Key Experimental Results¶
Main Results¶
Major Results on SOTOPIA Benchmark (Goal Metric, 0-10 Scale)
| Model/Method | Self-Play All | Self-Play Hard | GPT-4o Partner All | GPT-4o Partner Hard |
|---|---|---|---|---|
| GPT-4o | 8.19 | 6.97 | 8.19 | 6.97 |
| Claude-3.5-Sonnet | 8.29 | 6.33 | 8.42 | 6.64 |
| OpenAI-o1 | 7.93 | 5.69 | 8.09 | 6.65 |
| DeepSeek-R1 | 7.97 | 5.86 | 7.92 | 6.20 |
| o3-mini | 7.38 | 5.14 | 7.96 | 6.33 |
| Sotopia-RL (7B) | 7.80 | 7.81 | 8.31 | 6.68 |
| Savoir (7B) | 8.43 | 7.93 | 8.42 | 7.18 |
Ablation Study¶
Decoupling EU and Shapley Components (SOTOPIA-Hard, GPT-4o Partner)

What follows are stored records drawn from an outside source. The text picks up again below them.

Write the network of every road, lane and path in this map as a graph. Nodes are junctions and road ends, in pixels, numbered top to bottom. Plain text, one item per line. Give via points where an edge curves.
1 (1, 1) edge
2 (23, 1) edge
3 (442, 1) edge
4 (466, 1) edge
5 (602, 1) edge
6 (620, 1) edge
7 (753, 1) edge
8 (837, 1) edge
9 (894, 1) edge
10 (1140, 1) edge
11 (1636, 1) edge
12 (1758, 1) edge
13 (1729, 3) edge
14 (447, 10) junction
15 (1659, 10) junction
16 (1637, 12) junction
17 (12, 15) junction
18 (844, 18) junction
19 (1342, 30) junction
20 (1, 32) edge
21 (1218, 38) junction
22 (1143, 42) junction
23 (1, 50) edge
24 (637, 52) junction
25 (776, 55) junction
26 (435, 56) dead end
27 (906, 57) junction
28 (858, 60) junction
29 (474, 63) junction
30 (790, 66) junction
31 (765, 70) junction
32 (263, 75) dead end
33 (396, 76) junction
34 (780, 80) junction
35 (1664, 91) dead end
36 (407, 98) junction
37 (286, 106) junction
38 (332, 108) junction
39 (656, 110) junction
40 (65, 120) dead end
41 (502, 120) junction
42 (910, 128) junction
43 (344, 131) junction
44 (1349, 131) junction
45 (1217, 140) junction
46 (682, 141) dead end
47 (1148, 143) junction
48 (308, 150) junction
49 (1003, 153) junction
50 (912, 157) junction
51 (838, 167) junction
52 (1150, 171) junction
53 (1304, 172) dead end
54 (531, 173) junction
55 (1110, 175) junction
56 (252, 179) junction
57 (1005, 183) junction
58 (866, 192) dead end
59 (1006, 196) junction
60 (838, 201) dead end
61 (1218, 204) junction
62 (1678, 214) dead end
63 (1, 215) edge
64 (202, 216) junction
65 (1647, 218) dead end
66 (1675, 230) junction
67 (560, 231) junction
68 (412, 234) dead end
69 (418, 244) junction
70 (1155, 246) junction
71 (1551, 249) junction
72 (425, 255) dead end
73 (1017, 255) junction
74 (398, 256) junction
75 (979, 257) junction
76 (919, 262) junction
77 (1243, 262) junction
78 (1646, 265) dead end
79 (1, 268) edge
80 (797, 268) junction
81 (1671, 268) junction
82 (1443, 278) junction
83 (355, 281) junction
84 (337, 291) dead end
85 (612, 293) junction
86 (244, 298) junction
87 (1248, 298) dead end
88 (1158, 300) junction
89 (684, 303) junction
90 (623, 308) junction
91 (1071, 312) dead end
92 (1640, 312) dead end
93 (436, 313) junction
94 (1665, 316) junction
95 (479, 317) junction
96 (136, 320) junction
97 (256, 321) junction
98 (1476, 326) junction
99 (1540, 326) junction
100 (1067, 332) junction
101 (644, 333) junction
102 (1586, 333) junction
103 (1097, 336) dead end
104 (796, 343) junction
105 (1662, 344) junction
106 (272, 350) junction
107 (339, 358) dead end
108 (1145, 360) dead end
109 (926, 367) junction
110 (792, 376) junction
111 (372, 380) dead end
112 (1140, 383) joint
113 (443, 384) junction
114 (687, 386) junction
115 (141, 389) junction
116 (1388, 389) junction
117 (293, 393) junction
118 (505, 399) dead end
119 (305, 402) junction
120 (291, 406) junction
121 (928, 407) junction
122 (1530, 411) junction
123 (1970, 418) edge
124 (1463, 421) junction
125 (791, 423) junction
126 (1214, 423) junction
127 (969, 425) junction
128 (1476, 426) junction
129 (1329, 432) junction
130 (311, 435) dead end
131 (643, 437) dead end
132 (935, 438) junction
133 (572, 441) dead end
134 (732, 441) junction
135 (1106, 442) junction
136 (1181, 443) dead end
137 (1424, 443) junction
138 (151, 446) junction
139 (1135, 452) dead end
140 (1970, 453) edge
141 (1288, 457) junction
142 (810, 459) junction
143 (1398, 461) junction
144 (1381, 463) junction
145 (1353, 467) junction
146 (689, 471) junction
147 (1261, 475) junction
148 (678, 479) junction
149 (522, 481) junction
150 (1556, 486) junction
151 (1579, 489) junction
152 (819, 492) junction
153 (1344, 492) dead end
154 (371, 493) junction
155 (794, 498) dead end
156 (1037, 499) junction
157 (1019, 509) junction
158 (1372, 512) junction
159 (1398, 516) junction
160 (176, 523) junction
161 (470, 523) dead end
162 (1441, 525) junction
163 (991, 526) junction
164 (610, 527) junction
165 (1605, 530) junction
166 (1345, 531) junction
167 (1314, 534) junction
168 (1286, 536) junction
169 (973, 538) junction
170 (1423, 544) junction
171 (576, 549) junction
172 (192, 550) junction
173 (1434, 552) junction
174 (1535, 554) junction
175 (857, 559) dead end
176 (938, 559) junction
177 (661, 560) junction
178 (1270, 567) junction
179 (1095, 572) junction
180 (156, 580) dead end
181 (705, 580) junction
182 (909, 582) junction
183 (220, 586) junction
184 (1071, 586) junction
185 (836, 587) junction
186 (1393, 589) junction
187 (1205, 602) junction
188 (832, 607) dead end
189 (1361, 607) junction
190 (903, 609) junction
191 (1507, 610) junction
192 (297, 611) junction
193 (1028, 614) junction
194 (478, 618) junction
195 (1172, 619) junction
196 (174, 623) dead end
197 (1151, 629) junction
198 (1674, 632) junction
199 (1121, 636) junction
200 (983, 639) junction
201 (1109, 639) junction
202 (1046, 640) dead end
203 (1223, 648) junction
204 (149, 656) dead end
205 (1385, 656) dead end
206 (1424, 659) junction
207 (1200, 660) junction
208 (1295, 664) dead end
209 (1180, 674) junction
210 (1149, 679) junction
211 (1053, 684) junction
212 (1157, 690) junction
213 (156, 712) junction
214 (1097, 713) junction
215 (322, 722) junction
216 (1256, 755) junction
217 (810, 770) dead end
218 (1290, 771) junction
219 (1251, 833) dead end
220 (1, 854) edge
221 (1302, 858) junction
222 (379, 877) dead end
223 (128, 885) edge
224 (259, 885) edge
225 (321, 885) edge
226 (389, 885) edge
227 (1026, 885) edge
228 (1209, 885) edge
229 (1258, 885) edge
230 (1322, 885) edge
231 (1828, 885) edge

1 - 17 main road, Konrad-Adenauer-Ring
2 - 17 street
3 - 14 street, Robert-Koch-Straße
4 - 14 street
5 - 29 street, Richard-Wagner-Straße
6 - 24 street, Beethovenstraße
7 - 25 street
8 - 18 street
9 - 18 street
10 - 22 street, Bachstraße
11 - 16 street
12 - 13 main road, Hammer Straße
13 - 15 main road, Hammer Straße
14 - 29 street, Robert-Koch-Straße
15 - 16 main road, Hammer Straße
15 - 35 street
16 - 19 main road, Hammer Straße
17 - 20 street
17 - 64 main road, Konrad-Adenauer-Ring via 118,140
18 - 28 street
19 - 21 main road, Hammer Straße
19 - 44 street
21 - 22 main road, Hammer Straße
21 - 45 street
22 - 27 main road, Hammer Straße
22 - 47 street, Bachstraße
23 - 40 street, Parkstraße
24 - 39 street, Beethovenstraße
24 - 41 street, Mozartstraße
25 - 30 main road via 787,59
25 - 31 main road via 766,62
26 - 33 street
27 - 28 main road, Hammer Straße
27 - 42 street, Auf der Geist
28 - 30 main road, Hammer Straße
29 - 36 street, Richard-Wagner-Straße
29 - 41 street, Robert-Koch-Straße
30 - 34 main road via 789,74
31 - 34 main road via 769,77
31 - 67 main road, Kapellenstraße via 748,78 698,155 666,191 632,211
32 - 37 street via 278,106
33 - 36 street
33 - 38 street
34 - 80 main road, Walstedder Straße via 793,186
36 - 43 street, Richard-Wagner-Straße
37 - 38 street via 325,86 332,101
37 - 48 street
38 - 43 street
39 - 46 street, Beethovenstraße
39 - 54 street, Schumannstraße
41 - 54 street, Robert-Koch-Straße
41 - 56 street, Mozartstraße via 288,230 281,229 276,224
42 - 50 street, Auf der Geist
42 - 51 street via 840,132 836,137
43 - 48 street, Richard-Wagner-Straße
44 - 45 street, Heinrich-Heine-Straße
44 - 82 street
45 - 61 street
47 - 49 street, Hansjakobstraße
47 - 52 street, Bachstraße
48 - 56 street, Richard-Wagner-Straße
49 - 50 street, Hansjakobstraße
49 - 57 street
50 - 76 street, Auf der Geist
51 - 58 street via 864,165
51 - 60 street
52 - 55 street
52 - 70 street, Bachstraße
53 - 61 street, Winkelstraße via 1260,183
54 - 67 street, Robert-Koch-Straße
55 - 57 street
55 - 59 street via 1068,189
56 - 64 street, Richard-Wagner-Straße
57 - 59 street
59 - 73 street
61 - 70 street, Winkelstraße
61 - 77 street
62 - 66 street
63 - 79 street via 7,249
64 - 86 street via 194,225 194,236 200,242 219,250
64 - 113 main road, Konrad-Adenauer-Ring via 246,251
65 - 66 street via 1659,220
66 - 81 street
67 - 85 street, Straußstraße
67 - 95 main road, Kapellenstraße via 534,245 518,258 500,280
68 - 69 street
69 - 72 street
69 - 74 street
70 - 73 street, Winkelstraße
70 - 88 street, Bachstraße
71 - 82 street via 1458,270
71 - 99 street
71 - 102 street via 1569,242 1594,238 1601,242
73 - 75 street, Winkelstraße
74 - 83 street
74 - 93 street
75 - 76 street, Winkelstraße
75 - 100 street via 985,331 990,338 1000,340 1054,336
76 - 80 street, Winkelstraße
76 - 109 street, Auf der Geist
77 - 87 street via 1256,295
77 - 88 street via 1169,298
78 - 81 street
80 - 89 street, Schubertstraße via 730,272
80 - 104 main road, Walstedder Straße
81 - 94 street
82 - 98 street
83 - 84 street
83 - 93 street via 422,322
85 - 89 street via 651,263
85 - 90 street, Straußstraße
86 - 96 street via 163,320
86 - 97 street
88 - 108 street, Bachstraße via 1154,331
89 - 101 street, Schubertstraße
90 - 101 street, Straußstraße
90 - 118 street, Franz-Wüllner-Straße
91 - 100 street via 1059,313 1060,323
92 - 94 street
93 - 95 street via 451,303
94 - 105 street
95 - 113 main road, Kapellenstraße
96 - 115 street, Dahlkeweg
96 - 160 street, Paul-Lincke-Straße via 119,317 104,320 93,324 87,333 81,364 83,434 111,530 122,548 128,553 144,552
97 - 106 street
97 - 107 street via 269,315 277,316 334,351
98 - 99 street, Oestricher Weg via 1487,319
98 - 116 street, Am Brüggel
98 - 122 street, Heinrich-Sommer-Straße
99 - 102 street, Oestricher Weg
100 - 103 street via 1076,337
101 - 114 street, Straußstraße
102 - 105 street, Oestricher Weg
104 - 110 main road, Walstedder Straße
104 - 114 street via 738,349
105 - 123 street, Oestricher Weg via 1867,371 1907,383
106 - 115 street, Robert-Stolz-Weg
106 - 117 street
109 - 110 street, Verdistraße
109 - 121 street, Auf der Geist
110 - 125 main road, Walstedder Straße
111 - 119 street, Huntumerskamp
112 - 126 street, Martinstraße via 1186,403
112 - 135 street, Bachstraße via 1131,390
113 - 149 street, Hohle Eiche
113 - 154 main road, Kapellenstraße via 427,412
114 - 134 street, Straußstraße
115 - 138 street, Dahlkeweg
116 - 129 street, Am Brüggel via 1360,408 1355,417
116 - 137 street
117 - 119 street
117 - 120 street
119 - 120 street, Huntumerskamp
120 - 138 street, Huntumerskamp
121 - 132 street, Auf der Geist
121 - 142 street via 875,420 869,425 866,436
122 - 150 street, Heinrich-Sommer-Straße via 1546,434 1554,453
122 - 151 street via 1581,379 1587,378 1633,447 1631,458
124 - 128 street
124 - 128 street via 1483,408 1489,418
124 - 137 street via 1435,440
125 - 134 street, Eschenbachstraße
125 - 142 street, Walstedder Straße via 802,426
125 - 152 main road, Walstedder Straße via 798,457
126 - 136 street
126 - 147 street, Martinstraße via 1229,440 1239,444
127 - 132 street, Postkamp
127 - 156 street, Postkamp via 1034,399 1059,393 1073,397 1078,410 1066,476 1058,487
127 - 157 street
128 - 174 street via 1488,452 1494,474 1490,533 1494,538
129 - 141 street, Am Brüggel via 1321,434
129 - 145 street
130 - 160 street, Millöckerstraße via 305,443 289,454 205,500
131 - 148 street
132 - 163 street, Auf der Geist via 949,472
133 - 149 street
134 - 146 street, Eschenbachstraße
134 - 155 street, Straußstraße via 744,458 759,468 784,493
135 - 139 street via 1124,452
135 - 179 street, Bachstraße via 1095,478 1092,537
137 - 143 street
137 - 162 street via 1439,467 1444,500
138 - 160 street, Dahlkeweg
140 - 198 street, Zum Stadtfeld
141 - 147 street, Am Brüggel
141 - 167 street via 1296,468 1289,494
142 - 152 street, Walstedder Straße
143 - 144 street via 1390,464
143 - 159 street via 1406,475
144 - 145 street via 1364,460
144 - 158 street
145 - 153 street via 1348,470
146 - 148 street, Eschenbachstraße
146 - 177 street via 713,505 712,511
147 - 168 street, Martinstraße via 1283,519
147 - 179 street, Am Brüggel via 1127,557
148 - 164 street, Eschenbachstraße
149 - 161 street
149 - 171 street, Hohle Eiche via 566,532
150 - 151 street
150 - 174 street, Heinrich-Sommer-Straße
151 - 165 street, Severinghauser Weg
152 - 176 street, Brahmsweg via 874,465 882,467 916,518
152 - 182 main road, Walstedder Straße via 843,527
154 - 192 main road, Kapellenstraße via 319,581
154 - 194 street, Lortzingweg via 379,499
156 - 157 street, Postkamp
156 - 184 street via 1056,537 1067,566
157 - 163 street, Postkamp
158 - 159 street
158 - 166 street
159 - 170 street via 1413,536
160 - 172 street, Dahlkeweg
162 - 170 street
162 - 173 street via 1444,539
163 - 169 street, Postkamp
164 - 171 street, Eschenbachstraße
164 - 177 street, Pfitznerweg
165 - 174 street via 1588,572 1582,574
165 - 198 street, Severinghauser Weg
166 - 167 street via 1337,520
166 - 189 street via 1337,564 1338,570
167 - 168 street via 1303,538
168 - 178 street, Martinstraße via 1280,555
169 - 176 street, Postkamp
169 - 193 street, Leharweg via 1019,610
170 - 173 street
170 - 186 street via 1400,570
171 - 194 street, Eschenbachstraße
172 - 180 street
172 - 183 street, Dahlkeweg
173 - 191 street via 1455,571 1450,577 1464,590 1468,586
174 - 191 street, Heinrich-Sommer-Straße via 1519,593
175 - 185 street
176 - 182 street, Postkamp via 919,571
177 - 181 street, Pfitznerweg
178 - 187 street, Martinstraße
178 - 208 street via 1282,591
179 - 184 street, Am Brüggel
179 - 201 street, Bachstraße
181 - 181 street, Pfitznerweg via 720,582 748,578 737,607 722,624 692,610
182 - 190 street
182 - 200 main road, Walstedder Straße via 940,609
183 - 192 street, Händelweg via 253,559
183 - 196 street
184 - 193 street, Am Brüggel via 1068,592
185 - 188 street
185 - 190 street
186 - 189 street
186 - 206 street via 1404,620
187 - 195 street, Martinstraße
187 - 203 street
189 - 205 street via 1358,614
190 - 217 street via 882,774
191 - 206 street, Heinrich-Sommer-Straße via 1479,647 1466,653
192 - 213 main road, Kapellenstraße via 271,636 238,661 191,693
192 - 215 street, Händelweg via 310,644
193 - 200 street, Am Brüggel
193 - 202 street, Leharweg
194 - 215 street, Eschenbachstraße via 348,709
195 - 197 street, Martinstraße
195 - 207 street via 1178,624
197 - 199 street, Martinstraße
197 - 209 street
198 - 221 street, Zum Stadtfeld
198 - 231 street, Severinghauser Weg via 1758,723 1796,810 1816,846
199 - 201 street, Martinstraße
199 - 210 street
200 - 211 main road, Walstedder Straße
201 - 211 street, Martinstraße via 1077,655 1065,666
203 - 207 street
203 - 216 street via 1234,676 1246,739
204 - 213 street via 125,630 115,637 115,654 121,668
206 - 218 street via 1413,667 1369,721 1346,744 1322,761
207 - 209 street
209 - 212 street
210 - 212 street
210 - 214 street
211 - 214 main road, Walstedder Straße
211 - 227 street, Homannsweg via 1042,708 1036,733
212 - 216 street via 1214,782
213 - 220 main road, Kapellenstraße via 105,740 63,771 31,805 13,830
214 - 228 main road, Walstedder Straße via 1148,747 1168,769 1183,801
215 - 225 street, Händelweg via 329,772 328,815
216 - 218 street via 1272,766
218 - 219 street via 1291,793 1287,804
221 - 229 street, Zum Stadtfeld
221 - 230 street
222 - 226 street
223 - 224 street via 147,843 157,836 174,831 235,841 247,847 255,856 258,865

| Variant | EU | Shapley | Goal | Avg |
|---|---|---|---|---|
| Baseline (Sotopia-RL) | × | × | 6.68 | 3.29 |
| EU-only | ✓ | × | 6.89 | 3.38 |
| Shapley-only | × | ✓ | 6.96 | 3.42 |
| Savoir (Full) | ✓ | ✓ | 7.18 | 3.51 |
Key Findings¶
- 7B Savoir outperforms all large models: 8.43 vs. GPT-4o's 8.19 on Self-Play All, and 7.93 vs. 6.97 (+13.8%) on the Hard setting.
- Large reasoning models systematically underperform: o3-mini scores only 5.14 on Self-Play Hard vs. Savoir’s 7.93 (a 54.3% gap), suggesting that social intelligence requires intuitive responses rather than deliberate reasoning chains.
- EU and Shapley solve orthogonal problems: EU alone improves performance by 3.1% (better value estimation), while Shapley alone improves it by 4.2% (fairer distribution). The combination yields a 7.5% improvement, indicating they are complementary.
- In human evaluations, the strategic score was 4.06 vs. 3.41 for Sotopia-RL (+19.1%, \(p<0.01\)), with a reward fairness preference of 67.1% vs. 15.7%.
- Performance improves continuously as training data increases from 2K to 7.5K episodes, with the largest Gain between 3K-5K (Goal +8.6%).
Highlights & Insights¶
- Introducing Shapley values to credit assignment in social dialogue is a perfect combination of theoretical elegance and practical effectiveness—the fairness guaranteed by the four axioms directly translates into better reward signals.
- The finding that "reasoning models are not good at social tasks" is insightful—the "overthinking" of models like o1 and R1 might actually harm social interactions that require intuition and flexibility.
- The rollout mechanism of Expected Utility captures the value of "strategic positioning"—certain seemingly insignificant utterances may be the key foundation for subsequent success.
Limitations & Future Work¶
- The computational cost of rollouts and coalition sampling is high (approx. 200 coalitions × 2 rollouts per episode), limiting large-scale application.
- The evaluation relies on GPT-4o as an evaluator, which may introduce evaluation bias.
- Performance decreases when facing increasingly stronger dialogue partners: vs. Gemini-3-Pro, the Goal score drops by 17.8%, indicating limited generalization.
- Evaluated only on the SOTOPIA benchmark; real-world social scenarios may have higher complexity.
Related Work & Insights¶
- vs Sotopia-RL: Sotopia-RL uses LLMs for heuristic reward attribution, mientras que Savoir uses axiomatic Shapley value attribution, the latter showing a 1.3-8.1% improvement across all settings.
- vs SOTOPIA-π: SOTOPIA-π uses behavior cloning + filtering with episode-level signal granularity; Savoir provides fine-grained utterance-level rewards.
- vs DSI: DSI reaches 7.31 on Self-Play Hard, while Savoir reaches 7.93 (+8.5%), and the advantage is even greater in the GPT-4o Partner setting.
Rating¶
- Novelty: ⭐⭐⭐⭐⭐ The application of Shapley values + Expected Utility in social RL has theoretical depth and practical innovation.
- Experimental Thoroughness: ⭐⭐⭐⭐⭐ Extremely comprehensive, including main experiments + component ablation + human evaluation + data scale analysis + opponent strength analysis.
- Writing Quality: ⭐⭐⭐⭐⭐ Clear theoretical derivation, a complete logical chain from motivation to method, and vivid case analysis.
- Value: ⭐⭐⭐⭐⭐ Achieving social intelligence in a 7B model that surpasses GPT-4o is of great practical significance, and the discovery of the underperformance of reasoning models has profound implications.